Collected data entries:
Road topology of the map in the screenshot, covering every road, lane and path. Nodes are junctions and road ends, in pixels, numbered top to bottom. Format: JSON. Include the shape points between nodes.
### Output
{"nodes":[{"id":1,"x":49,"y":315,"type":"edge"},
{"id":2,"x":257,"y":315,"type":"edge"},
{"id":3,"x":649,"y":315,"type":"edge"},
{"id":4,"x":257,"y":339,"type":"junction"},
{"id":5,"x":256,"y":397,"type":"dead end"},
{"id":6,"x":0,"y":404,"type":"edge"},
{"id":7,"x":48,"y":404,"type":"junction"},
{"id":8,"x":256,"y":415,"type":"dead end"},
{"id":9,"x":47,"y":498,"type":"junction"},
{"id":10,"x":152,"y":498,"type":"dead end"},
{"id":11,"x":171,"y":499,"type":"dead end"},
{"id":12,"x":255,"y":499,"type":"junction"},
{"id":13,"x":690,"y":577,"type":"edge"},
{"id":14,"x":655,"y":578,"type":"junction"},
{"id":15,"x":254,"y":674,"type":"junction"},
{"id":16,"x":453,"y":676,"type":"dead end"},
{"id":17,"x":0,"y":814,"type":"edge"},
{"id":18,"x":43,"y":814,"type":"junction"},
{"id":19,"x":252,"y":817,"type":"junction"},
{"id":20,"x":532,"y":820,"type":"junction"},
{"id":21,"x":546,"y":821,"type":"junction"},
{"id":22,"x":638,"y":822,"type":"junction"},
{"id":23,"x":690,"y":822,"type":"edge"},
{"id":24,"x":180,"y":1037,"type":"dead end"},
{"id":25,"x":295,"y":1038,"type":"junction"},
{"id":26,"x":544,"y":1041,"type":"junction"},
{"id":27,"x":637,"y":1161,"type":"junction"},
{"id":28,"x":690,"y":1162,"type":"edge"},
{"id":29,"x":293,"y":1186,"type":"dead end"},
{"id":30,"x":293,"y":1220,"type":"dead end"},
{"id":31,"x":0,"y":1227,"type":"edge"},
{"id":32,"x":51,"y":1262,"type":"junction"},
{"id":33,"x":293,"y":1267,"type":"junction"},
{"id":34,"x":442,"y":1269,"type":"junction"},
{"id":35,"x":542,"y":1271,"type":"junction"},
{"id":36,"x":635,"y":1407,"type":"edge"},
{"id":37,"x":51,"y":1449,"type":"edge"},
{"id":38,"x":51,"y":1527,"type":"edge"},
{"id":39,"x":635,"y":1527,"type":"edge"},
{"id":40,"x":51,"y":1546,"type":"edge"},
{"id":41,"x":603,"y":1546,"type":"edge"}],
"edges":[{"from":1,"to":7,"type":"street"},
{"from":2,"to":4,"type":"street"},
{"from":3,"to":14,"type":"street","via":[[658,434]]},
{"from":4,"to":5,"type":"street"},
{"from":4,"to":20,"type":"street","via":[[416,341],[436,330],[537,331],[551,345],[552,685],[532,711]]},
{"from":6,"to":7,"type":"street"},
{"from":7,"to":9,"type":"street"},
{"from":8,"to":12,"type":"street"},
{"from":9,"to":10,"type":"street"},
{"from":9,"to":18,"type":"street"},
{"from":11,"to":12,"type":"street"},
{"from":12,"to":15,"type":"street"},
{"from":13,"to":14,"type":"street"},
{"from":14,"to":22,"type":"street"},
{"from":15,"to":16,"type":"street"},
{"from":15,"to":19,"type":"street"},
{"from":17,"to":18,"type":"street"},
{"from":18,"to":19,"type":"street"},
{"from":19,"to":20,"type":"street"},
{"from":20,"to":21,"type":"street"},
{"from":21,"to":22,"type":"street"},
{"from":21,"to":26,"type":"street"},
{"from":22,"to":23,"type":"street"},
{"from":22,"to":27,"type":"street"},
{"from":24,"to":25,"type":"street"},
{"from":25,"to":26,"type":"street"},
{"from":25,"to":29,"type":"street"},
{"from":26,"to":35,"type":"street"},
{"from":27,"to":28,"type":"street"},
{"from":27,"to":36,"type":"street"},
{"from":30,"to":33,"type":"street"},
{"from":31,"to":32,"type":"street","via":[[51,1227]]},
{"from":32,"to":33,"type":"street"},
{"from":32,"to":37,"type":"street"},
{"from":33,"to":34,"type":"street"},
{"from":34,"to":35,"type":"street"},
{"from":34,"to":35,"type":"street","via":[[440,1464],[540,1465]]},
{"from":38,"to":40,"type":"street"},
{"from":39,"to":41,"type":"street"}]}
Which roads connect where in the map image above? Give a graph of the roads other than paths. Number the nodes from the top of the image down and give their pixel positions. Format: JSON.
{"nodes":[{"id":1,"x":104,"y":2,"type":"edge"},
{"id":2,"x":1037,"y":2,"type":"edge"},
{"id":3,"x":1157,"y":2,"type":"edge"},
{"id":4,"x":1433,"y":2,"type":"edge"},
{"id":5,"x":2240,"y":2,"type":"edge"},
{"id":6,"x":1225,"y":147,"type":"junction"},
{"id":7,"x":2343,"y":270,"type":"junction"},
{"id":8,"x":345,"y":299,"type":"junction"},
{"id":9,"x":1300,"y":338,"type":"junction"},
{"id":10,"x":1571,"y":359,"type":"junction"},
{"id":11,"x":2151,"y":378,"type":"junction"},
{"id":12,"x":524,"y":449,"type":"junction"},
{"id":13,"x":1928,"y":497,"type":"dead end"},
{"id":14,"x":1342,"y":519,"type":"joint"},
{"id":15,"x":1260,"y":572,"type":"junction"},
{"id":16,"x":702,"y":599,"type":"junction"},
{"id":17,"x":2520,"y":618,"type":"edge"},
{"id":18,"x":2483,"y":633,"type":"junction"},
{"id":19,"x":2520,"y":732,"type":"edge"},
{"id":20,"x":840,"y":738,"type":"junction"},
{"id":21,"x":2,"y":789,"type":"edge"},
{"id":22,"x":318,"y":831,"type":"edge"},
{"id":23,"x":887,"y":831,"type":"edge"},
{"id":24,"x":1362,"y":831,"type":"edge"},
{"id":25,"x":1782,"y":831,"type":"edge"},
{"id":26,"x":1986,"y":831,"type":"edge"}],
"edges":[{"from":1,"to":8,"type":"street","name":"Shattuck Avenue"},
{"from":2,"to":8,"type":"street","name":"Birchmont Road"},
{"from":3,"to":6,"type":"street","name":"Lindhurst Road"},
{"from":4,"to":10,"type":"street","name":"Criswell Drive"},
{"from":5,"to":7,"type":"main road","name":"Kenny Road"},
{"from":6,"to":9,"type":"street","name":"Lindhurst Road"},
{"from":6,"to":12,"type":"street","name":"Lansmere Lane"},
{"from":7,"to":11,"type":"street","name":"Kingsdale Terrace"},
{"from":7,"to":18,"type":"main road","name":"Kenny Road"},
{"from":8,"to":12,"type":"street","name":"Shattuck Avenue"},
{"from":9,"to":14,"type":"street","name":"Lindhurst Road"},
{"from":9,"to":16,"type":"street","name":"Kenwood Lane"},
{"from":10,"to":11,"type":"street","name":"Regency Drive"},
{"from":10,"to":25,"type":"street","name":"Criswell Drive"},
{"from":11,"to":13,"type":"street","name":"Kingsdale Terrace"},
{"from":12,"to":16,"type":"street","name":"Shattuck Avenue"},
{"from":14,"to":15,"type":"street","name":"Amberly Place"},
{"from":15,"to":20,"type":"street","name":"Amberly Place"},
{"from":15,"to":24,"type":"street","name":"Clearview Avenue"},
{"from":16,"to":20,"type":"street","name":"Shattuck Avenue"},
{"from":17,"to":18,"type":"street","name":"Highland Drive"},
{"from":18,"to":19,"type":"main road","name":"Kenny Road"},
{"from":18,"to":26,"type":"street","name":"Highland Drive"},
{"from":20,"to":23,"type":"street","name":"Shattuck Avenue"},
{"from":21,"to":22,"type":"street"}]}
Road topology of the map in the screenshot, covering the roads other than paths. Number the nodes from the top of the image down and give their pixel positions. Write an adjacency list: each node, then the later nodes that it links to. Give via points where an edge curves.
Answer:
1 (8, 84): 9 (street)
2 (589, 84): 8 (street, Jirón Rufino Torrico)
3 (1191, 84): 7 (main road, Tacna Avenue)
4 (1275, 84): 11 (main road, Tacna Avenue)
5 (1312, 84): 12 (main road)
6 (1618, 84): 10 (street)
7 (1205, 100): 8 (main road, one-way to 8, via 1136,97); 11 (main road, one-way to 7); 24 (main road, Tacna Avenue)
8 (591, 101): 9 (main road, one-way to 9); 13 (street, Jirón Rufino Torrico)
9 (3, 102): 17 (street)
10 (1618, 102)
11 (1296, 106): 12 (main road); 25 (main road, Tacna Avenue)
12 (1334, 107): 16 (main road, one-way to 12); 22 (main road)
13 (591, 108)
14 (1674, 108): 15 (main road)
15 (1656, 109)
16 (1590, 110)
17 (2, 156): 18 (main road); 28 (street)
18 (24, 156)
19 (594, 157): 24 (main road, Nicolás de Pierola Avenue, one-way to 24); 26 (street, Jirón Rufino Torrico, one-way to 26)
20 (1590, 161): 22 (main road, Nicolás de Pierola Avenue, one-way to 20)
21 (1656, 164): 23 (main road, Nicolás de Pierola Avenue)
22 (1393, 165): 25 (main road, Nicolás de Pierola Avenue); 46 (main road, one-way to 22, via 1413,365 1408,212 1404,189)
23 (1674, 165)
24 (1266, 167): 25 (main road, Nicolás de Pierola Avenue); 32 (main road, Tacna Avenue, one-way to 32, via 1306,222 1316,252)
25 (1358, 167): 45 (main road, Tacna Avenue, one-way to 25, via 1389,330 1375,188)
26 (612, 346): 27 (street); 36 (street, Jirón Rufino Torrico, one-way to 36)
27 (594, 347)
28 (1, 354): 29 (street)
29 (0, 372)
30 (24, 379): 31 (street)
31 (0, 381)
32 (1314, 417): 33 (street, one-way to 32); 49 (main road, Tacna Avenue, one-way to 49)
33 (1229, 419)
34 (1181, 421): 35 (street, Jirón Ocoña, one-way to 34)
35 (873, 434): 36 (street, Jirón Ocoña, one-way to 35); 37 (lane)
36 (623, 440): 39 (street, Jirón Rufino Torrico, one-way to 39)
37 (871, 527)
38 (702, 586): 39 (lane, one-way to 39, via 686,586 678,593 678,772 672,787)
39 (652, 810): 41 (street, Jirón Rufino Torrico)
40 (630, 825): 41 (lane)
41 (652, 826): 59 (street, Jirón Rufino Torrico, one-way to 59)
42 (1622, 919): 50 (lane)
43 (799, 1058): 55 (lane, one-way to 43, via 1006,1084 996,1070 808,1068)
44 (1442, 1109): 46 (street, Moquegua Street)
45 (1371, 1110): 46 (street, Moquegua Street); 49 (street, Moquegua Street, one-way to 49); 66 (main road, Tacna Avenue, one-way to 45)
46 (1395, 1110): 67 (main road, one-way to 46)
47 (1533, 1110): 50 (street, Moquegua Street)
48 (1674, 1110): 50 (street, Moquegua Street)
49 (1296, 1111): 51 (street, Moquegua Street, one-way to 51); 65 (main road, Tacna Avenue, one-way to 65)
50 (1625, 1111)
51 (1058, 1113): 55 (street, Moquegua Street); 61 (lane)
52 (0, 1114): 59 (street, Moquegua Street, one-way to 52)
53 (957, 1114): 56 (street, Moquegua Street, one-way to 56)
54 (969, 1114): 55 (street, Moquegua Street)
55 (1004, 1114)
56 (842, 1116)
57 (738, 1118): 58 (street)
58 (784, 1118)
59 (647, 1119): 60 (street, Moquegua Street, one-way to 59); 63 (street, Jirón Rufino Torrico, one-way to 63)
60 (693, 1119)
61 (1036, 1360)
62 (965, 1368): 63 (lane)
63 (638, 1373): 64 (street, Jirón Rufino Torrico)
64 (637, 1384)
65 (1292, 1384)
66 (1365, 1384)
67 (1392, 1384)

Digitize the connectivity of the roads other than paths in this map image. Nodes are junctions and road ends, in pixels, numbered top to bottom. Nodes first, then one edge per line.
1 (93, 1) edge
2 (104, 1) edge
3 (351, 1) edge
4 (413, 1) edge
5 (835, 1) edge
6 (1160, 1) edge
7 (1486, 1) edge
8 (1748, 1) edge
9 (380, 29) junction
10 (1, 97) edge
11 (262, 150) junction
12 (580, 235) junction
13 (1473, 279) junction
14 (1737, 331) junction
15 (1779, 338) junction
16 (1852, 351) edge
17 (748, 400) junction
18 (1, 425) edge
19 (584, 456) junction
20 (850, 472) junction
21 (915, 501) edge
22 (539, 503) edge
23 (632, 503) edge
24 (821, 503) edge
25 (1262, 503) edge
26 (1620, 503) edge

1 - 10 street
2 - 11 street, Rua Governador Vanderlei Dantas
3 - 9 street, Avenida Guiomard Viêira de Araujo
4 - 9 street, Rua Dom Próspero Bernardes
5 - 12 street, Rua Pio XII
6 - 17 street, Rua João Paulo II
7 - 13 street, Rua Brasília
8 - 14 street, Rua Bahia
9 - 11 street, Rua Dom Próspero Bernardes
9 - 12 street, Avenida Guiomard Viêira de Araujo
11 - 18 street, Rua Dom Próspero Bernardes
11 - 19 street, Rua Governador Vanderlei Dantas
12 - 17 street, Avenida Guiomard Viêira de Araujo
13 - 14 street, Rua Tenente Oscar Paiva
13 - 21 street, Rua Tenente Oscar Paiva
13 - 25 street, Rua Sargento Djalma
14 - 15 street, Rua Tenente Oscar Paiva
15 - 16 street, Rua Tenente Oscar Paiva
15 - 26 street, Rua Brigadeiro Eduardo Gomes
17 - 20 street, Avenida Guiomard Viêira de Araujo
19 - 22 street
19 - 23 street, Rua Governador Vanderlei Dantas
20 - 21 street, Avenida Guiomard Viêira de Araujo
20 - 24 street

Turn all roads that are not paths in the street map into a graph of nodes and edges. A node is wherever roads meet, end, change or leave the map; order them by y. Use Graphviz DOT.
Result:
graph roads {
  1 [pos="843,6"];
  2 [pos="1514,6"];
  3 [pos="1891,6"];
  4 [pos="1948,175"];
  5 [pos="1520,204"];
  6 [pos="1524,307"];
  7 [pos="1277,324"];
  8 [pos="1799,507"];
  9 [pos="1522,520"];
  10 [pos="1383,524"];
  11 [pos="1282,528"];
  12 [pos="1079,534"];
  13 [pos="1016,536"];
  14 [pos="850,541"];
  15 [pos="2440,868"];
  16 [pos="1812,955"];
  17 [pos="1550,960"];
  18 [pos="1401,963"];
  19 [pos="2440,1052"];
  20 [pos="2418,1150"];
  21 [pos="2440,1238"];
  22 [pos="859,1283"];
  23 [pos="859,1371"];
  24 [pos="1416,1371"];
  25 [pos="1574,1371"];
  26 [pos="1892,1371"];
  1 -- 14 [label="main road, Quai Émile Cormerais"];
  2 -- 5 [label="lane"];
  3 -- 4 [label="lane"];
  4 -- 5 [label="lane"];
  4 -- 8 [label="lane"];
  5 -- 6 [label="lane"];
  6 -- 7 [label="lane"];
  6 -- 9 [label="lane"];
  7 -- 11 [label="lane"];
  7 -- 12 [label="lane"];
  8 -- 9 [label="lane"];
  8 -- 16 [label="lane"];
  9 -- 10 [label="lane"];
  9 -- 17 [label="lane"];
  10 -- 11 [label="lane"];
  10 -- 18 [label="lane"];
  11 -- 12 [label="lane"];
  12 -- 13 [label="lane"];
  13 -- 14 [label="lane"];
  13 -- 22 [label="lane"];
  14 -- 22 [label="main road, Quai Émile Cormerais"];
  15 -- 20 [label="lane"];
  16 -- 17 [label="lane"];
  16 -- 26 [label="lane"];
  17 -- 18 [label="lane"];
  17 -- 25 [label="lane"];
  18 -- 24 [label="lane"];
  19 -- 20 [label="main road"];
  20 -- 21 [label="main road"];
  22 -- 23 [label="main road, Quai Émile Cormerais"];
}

TASK BRIEF: All lines above in which the word "Vanderlei" occurs should be identified and copied.

REPLY TO THE TASK:
2 - 11 street, Rua Governador Vanderlei Dantas
11 - 19 street, Rua Governador Vanderlei Dantas
19 - 23 street, Rua Governador Vanderlei Dantas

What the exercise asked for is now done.